Metric aggregation and alerting webapp
Clone or download
Jeffrey Schmidt
Latest commit b85f29c Oct 5, 2018

readme.md

StatsAgg

Overview

StatsAgg is a metric aggregation and alerting platform. It currently accepts Graphite-formatted metrics, OpenTSDB-formatted metrics, InfluxDB-formatted metrics (0.6x-0.8x format), and StatsD-formatted metrics.

StatsAgg works by receiving Graphite, StatsD, InfluxDB, and OpenTSDB metrics, (optionally) aggregating them, alerting on them, and outputting them to a metric storage platform. In essence, StatsAgg is a middle-man that sits between the metric sender & the metric storage applications. The 'value add' is metric aggregation (Graphite & StatsD), and providing a common alerting platform for all supported metric types. The diagram (see below diagram) shows an example deployment & use-case pattern for StatsAgg.
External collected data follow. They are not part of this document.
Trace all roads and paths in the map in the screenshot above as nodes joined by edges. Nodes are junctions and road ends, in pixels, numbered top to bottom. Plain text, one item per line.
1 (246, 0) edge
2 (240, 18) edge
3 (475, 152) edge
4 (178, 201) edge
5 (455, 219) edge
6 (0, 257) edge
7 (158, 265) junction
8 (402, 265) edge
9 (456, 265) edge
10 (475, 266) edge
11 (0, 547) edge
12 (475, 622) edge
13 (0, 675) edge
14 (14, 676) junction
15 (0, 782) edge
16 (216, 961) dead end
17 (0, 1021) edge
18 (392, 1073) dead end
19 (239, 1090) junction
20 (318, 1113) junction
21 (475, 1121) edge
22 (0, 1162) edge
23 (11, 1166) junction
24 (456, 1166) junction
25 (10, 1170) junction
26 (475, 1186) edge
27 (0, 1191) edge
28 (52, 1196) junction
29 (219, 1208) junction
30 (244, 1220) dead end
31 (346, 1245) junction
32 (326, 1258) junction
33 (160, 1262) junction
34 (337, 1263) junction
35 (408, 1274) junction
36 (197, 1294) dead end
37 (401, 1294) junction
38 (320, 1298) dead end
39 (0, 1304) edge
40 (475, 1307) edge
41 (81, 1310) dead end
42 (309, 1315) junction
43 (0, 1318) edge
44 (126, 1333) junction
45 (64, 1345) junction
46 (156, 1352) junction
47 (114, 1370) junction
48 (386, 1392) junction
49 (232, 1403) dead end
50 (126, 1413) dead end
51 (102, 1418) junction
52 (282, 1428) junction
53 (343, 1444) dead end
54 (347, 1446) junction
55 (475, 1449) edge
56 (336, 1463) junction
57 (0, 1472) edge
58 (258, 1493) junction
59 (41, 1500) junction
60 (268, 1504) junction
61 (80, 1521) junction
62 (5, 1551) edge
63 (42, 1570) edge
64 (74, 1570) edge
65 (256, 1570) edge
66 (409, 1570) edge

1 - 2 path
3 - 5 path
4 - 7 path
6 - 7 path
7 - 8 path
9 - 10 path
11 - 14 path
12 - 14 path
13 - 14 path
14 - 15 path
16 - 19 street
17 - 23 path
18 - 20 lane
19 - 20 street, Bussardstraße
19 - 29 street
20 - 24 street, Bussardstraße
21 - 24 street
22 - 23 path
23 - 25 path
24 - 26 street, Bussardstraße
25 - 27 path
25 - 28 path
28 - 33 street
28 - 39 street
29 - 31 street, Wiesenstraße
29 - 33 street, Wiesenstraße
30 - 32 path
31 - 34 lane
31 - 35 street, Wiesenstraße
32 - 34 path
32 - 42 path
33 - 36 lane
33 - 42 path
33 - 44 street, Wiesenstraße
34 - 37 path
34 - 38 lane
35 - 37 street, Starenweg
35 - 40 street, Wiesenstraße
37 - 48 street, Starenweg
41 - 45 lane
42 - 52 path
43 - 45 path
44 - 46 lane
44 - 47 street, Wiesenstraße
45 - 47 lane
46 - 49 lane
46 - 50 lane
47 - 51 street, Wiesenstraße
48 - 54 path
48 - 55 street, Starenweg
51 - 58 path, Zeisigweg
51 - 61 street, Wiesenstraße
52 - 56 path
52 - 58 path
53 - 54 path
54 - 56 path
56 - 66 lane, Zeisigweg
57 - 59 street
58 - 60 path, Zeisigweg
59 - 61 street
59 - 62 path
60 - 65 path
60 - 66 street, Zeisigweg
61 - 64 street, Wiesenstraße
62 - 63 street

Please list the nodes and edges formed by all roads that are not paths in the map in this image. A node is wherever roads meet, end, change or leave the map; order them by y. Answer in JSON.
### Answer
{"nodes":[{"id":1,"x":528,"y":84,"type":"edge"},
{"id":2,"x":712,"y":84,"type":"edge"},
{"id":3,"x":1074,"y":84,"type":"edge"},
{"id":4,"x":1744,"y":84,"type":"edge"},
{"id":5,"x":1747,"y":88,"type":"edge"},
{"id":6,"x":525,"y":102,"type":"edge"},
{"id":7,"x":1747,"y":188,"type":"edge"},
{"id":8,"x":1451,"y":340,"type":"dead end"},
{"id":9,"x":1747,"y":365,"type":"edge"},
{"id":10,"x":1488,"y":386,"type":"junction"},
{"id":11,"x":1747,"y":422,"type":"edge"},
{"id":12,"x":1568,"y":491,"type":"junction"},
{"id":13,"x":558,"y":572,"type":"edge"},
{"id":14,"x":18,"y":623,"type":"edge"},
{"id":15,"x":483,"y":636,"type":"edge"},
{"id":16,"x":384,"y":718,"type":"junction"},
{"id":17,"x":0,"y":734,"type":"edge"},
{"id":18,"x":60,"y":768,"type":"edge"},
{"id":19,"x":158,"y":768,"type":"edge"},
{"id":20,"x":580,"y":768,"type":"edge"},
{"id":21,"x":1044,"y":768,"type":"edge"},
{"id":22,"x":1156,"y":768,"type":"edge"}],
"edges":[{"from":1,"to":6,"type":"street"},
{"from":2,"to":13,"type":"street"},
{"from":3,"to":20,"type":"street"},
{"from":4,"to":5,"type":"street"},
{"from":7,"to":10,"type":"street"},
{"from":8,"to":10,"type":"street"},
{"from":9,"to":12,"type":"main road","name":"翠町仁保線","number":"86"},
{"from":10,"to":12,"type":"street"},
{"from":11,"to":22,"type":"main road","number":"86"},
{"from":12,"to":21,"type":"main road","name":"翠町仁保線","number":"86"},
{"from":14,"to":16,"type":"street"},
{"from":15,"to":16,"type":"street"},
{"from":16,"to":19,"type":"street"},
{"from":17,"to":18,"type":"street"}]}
StatsAgg component diagram


What are StatsAgg's core features?

  • Receives and aggregates StatsD metrics
    • StatsAgg contains a complete re-implementation of StatsD
    • All metric-types are fully supported (and in some cases, enhanced)
    • TCP & UDP support (both can run concurrently)
  • Receives (and optionally, aggregates) Graphite metrics
    • TCP & UDP support (both can run concurrently)
    • Can aggregates into minimum, average, maximum, median, count, rate, and sum for the values of an individual metric-path (during an 'aggregation window').
    • Aggregation works similarly to StatsD timer aggregation, but for Graphite metrics.
  • Receives OpenTSDB metrics
    • Telnet & HTTP interfaces are supported
    • Supports GZIP compression on HTTP interface
  • Outputs metrics to metric storage platforms
    • Graphite (and Graphite compatible services)
    • InfluxDB (versions 0.6x, 0.7x, 0.8x -- support for 0.9x will come in a future release)
    • OpenTSDB (via telnet & HTTP)
    • Outputting to a storage engine is completely optional; you can send metrics into StatsAgg without having them forwarded to a metric storage solution. This also means that if you're having issues with your metric storage solution, StatsAgg will still be available & capable of alerting off the metrics that it receives.
  • A robust alerting mechanism
    • Can alert off of any received/aggregated metric
    • Regular-expression based mechanism for tying metrics & alerts together
    • 'threshold' or 'availability' based alerting
    • A flexible alert & metric suspension mechanism
    • Alerts notifications can be sent via email or viewed in the StatsAgg website
  • A web-based UI for managing alerts & metrics

A more detailed discussion of StatsAgg's features can be found in the StatsAgg user manual


Why should I use StatsAgg?

StatsAgg was originally written to fill some gaps that in some other popular open-source monitoring tools. Specifically...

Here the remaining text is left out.